[[ Records supplied open ]]

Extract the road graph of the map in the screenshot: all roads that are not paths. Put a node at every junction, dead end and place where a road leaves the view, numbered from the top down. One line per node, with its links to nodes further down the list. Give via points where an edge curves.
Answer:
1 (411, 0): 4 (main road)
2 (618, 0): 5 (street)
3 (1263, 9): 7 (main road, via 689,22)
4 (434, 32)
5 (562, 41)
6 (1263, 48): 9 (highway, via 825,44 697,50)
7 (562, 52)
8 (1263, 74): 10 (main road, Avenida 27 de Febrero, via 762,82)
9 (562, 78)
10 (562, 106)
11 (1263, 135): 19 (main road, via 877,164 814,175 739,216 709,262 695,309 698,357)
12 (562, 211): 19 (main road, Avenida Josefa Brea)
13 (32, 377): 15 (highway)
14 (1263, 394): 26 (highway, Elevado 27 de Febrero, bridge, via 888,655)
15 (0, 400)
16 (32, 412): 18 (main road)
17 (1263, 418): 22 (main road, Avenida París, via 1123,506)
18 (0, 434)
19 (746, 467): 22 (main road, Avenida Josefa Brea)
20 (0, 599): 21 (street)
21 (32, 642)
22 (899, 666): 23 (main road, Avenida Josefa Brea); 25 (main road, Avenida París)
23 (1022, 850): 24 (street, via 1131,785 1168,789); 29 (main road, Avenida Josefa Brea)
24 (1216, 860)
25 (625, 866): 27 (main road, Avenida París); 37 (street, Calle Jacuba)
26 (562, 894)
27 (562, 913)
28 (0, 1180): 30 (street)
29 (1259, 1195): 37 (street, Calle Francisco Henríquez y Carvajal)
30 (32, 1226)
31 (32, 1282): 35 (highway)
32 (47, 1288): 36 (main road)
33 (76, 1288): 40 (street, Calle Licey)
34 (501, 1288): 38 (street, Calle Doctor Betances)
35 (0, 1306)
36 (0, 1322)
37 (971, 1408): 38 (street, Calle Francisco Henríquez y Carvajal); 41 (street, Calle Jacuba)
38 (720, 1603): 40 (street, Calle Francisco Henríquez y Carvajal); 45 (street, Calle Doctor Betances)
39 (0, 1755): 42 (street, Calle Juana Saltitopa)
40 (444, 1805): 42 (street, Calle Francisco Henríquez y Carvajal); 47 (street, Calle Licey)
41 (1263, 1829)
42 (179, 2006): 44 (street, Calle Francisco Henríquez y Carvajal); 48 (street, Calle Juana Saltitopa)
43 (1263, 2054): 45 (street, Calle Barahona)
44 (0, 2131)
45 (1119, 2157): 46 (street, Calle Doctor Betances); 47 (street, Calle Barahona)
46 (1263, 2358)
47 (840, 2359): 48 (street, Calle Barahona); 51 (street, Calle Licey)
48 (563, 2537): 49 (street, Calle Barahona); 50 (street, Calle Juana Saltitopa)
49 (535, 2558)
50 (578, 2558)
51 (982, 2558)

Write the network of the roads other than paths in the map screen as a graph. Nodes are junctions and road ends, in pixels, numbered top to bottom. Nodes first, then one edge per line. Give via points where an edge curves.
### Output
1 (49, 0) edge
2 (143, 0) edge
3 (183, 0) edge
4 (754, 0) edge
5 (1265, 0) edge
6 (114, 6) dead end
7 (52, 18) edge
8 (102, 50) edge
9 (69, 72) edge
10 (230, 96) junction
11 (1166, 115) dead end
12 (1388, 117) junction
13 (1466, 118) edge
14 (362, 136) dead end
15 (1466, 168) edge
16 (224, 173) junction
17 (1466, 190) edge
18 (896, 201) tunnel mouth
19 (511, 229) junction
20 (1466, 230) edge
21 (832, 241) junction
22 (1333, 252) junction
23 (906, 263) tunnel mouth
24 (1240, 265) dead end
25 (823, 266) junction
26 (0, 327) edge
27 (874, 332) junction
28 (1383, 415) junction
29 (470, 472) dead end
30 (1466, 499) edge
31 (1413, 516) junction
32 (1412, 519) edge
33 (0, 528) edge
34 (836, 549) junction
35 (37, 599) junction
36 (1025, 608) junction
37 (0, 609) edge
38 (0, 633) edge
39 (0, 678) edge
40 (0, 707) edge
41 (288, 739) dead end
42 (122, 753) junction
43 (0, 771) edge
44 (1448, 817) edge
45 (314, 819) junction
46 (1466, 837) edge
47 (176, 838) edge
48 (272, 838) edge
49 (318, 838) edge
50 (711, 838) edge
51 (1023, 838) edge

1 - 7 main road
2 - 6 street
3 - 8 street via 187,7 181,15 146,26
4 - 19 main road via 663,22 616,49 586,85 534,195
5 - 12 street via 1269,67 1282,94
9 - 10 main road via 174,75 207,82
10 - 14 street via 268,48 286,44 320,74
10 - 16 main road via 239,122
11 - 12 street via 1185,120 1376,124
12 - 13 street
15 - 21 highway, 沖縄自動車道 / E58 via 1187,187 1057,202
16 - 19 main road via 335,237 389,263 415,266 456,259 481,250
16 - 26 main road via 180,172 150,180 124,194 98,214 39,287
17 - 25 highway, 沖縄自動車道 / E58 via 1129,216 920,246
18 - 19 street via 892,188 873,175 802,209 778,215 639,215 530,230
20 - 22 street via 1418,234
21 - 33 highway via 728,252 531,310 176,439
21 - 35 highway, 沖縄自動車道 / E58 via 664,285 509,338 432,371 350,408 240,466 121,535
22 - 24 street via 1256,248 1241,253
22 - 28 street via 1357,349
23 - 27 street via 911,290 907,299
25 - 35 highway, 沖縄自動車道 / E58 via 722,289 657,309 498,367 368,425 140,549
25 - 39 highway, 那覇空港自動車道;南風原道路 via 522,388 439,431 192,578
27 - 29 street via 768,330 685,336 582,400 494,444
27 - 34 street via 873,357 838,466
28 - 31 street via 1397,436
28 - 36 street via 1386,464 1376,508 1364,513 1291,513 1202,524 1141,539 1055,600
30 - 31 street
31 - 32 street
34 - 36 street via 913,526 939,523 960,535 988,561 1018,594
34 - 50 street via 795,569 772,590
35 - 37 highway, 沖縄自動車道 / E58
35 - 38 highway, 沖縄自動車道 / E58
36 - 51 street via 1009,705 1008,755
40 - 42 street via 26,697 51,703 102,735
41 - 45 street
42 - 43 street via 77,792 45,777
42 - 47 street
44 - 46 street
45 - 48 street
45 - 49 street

[[ Records supplied closed ]]

Reproduce every record, making sure each one stays exactly the same.

Extract the road graph of the map in the screenshot: all roads that are not paths. Put a node at every junction, dead end and place where a road leaves the view, numbered from the top down. One line per node, with its links to nodes further down the list. Give via points where an edge curves.
Answer:
1 (411, 0): 4 (main road)
2 (618, 0): 5 (street)
3 (1263, 9): 7 (main road, via 689,22)
4 (434, 32)
5 (562, 41)
6 (1263, 48): 9 (highway, via 825,44 697,50)
7 (562, 52)
8 (1263, 74): 10 (main road, Avenida 27 de Febrero, via 762,82)
9 (562, 78)
10 (562, 106)
11 (1263, 135): 19 (main road, via 877,164 814,175 739,216 709,262 695,309 698,357)
12 (562, 211): 19 (main road, Avenida Josefa Brea)
13 (32, 377): 15 (highway)
14 (1263, 394): 26 (highway, Elevado 27 de Febrero, bridge, via 888,655)
15 (0, 400)
16 (32, 412): 18 (main road)
17 (1263, 418): 22 (main road, Avenida París, via 1123,506)
18 (0, 434)
19 (746, 467): 22 (main road, Avenida Josefa Brea)
20 (0, 599): 21 (street)
21 (32, 642)
22 (899, 666): 23 (main road, Avenida Josefa Brea); 25 (main road, Avenida París)
23 (1022, 850): 24 (street, via 1131,785 1168,789); 29 (main road, Avenida Josefa Brea)
24 (1216, 860)
25 (625, 866): 27 (main road, Avenida París); 37 (street, Calle Jacuba)
26 (562, 894)
27 (562, 913)
28 (0, 1180): 30 (street)
29 (1259, 1195): 37 (street, Calle Francisco Henríquez y Carvajal)
30 (32, 1226)
31 (32, 1282): 35 (highway)
32 (47, 1288): 36 (main road)
33 (76, 1288): 40 (street, Calle Licey)
34 (501, 1288): 38 (street, Calle Doctor Betances)
35 (0, 1306)
36 (0, 1322)
37 (971, 1408): 38 (street, Calle Francisco Henríquez y Carvajal); 41 (street, Calle Jacuba)
38 (720, 1603): 40 (street, Calle Francisco Henríquez y Carvajal); 45 (street, Calle Doctor Betances)
39 (0, 1755): 42 (street, Calle Juana Saltitopa)
40 (444, 1805): 42 (street, Calle Francisco Henríquez y Carvajal); 47 (street, Calle Licey)
41 (1263, 1829)
42 (179, 2006): 44 (street, Calle Francisco Henríquez y Carvajal); 48 (street, Calle Juana Saltitopa)
43 (1263, 2054): 45 (street, Calle Barahona)
44 (0, 2131)
45 (1119, 2157): 46 (street, Calle Doctor Betances); 47 (street, Calle Barahona)
46 (1263, 2358)
47 (840, 2359): 48 (street, Calle Barahona); 51 (street, Calle Licey)
48 (563, 2537): 49 (street, Calle Barahona); 50 (street, Calle Juana Saltitopa)
49 (535, 2558)
50 (578, 2558)
51 (982, 2558)

Write the network of the roads other than paths in the map screen as a graph. Nodes are junctions and road ends, in pixels, numbered top to bottom. Nodes first, then one edge per line. Give via points where an edge curves.
### Output
1 (49, 0) edge
2 (143, 0) edge
3 (183, 0) edge
4 (754, 0) edge
5 (1265, 0) edge
6 (114, 6) dead end
7 (52, 18) edge
8 (102, 50) edge
9 (69, 72) edge
10 (230, 96) junction
11 (1166, 115) dead end
12 (1388, 117) junction
13 (1466, 118) edge
14 (362, 136) dead end
15 (1466, 168) edge
16 (224, 173) junction
17 (1466, 190) edge
18 (896, 201) tunnel mouth
19 (511, 229) junction
20 (1466, 230) edge
21 (832, 241) junction
22 (1333, 252) junction
23 (906, 263) tunnel mouth
24 (1240, 265) dead end
25 (823, 266) junction
26 (0, 327) edge
27 (874, 332) junction
28 (1383, 415) junction
29 (470, 472) dead end
30 (1466, 499) edge
31 (1413, 516) junction
32 (1412, 519) edge
33 (0, 528) edge
34 (836, 549) junction
35 (37, 599) junction
36 (1025, 608) junction
37 (0, 609) edge
38 (0, 633) edge
39 (0, 678) edge
40 (0, 707) edge
41 (288, 739) dead end
42 (122, 753) junction
43 (0, 771) edge
44 (1448, 817) edge
45 (314, 819) junction
46 (1466, 837) edge
47 (176, 838) edge
48 (272, 838) edge
49 (318, 838) edge
50 (711, 838) edge
51 (1023, 838) edge

1 - 7 main road
2 - 6 street
3 - 8 street via 187,7 181,15 146,26
4 - 19 main road via 663,22 616,49 586,85 534,195
5 - 12 street via 1269,67 1282,94
9 - 10 main road via 174,75 207,82
10 - 14 street via 268,48 286,44 320,74
10 - 16 main road via 239,122
11 - 12 street via 1185,120 1376,124
12 - 13 street
15 - 21 highway, 沖縄自動車道 / E58 via 1187,187 1057,202
16 - 19 main road via 335,237 389,263 415,266 456,259 481,250
16 - 26 main road via 180,172 150,180 124,194 98,214 39,287
17 - 25 highway, 沖縄自動車道 / E58 via 1129,216 920,246
18 - 19 street via 892,188 873,175 802,209 778,215 639,215 530,230
20 - 22 street via 1418,234
21 - 33 highway via 728,252 531,310 176,439
21 - 35 highway, 沖縄自動車道 / E58 via 664,285 509,338 432,371 350,408 240,466 121,535
22 - 24 street via 1256,248 1241,253
22 - 28 street via 1357,349
23 - 27 street via 911,290 907,299
25 - 35 highway, 沖縄自動車道 / E58 via 722,289 657,309 498,367 368,425 140,549
25 - 39 highway, 那覇空港自動車道;南風原道路 via 522,388 439,431 192,578
27 - 29 street via 768,330 685,336 582,400 494,444
27 - 34 street via 873,357 838,466
28 - 31 street via 1397,436
28 - 36 street via 1386,464 1376,508 1364,513 1291,513 1202,524 1141,539 1055,600
30 - 31 street
31 - 32 street
34 - 36 street via 913,526 939,523 960,535 988,561 1018,594
34 - 50 street via 795,569 772,590
35 - 37 highway, 沖縄自動車道 / E58
35 - 38 highway, 沖縄自動車道 / E58
36 - 51 street via 1009,705 1008,755
40 - 42 street via 26,697 51,703 102,735
41 - 45 street
42 - 43 street via 77,792 45,777
42 - 47 street
44 - 46 street
45 - 48 street
45 - 49 street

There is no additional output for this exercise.